» **TASK INPUT**:
※

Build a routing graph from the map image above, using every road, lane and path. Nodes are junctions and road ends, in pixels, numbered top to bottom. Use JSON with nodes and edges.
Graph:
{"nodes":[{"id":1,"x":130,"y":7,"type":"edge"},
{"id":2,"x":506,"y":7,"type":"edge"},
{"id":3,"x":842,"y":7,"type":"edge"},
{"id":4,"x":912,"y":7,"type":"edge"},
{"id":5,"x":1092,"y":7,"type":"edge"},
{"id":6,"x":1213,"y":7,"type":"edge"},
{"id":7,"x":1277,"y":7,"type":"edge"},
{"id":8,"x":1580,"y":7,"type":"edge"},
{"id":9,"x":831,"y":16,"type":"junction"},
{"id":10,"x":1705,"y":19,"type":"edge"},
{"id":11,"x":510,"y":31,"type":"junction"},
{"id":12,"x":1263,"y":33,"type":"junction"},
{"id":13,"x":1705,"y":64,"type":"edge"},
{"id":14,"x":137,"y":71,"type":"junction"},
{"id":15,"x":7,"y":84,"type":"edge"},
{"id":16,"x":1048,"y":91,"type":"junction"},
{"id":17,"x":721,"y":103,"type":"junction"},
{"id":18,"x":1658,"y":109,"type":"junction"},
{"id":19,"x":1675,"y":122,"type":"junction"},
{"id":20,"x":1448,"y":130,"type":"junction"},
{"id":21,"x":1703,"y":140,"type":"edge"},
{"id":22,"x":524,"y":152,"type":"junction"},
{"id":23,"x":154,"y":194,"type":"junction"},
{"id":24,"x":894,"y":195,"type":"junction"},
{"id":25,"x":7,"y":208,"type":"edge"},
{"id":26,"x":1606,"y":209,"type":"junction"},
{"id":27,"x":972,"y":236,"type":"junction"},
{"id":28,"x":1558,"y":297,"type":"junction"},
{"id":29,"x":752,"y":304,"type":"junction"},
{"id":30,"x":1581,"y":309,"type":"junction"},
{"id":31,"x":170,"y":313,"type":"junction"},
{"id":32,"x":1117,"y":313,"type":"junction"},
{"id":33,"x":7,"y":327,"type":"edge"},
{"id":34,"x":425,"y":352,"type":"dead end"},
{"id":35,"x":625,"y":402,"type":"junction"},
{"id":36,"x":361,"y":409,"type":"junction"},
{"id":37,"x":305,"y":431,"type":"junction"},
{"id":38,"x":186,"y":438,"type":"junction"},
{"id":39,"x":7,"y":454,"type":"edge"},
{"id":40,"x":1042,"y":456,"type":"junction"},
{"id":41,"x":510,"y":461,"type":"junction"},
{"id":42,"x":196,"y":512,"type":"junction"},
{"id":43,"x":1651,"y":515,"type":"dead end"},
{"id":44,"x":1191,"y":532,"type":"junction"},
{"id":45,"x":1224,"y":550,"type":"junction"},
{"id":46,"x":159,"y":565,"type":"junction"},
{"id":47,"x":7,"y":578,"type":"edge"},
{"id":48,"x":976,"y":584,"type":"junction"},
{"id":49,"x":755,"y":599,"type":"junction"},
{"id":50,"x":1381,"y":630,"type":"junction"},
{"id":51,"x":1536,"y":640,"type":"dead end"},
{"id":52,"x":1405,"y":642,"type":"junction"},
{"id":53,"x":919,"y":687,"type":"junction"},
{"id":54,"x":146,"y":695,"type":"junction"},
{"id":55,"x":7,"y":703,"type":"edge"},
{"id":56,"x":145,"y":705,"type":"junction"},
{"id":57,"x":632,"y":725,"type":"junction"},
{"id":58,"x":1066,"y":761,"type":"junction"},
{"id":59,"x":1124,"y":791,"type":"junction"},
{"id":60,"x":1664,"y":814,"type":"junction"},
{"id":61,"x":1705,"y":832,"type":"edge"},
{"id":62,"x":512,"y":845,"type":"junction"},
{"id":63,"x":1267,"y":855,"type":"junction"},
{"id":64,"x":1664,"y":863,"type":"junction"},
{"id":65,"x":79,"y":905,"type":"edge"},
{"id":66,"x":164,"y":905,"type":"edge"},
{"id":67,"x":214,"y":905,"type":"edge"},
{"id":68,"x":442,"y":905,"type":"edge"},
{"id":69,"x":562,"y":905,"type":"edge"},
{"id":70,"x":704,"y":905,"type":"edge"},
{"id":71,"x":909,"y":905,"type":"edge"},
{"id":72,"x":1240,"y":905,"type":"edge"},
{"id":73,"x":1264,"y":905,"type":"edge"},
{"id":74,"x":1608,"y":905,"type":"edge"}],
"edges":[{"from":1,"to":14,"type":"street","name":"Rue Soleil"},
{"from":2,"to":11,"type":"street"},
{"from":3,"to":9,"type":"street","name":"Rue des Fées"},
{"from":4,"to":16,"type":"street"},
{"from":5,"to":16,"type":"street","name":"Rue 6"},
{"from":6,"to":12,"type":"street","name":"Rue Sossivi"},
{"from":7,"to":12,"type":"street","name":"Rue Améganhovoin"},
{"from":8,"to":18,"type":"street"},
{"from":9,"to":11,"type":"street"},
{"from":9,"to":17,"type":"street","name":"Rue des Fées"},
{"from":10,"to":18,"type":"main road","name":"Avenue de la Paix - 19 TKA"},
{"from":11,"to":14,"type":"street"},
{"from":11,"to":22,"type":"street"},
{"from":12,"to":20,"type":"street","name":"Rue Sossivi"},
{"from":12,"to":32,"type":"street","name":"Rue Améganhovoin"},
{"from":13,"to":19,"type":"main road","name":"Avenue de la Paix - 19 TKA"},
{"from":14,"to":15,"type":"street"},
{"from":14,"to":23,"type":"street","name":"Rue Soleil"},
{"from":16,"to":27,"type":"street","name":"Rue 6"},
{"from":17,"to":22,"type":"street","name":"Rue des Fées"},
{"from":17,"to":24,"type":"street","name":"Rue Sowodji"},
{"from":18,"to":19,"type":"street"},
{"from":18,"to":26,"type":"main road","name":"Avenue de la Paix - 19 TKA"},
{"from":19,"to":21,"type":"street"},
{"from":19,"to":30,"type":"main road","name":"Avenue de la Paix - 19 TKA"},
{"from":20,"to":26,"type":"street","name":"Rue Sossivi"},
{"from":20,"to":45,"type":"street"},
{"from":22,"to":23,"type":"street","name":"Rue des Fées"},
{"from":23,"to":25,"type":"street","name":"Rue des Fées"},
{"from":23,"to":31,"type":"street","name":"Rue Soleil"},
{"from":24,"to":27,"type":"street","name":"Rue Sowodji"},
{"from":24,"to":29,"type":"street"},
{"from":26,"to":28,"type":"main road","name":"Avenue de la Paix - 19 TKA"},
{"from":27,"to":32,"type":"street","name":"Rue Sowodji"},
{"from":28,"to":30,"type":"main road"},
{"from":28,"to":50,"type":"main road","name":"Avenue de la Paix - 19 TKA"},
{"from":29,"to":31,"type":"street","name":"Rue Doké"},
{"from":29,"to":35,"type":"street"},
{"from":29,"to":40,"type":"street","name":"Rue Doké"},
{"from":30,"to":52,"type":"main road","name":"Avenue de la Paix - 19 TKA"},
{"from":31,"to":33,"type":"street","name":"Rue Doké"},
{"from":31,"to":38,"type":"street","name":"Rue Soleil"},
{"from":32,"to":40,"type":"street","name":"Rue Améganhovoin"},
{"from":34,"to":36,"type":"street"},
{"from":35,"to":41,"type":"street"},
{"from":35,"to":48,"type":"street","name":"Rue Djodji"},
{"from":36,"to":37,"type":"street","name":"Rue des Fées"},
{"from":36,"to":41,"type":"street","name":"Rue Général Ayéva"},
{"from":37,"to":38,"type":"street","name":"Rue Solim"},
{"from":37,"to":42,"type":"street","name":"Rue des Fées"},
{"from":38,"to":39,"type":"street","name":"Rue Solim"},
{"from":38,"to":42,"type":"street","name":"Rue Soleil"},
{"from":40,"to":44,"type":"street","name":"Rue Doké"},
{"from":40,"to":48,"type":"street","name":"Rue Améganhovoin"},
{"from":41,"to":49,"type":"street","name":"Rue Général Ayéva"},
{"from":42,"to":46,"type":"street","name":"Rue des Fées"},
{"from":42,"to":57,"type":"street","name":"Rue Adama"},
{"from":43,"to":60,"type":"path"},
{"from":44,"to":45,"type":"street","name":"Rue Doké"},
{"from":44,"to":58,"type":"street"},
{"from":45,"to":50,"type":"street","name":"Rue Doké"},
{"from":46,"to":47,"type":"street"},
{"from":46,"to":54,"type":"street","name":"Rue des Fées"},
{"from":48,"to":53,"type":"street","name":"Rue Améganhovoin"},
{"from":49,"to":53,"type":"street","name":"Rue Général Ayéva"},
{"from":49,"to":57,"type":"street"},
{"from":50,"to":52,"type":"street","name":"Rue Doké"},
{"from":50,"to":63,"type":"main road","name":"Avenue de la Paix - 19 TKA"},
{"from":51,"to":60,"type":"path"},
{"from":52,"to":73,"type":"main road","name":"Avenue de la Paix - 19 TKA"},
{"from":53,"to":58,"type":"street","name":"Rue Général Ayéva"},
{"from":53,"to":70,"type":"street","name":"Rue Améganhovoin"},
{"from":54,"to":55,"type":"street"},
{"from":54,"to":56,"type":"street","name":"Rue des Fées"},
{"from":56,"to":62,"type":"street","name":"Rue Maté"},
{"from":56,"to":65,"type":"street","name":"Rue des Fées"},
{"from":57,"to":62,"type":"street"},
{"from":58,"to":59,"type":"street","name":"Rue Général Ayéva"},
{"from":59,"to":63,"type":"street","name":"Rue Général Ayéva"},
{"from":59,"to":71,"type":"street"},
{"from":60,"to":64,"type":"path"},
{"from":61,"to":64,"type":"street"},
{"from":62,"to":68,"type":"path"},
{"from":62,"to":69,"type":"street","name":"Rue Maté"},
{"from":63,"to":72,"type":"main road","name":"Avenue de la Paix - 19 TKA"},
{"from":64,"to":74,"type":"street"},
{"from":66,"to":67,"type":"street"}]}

※

» **TASK ITEM**: Count the lines in the listing where the string "dead" appears, and give only the count.

» **ANSWER TO THIS PROBLEM**: 3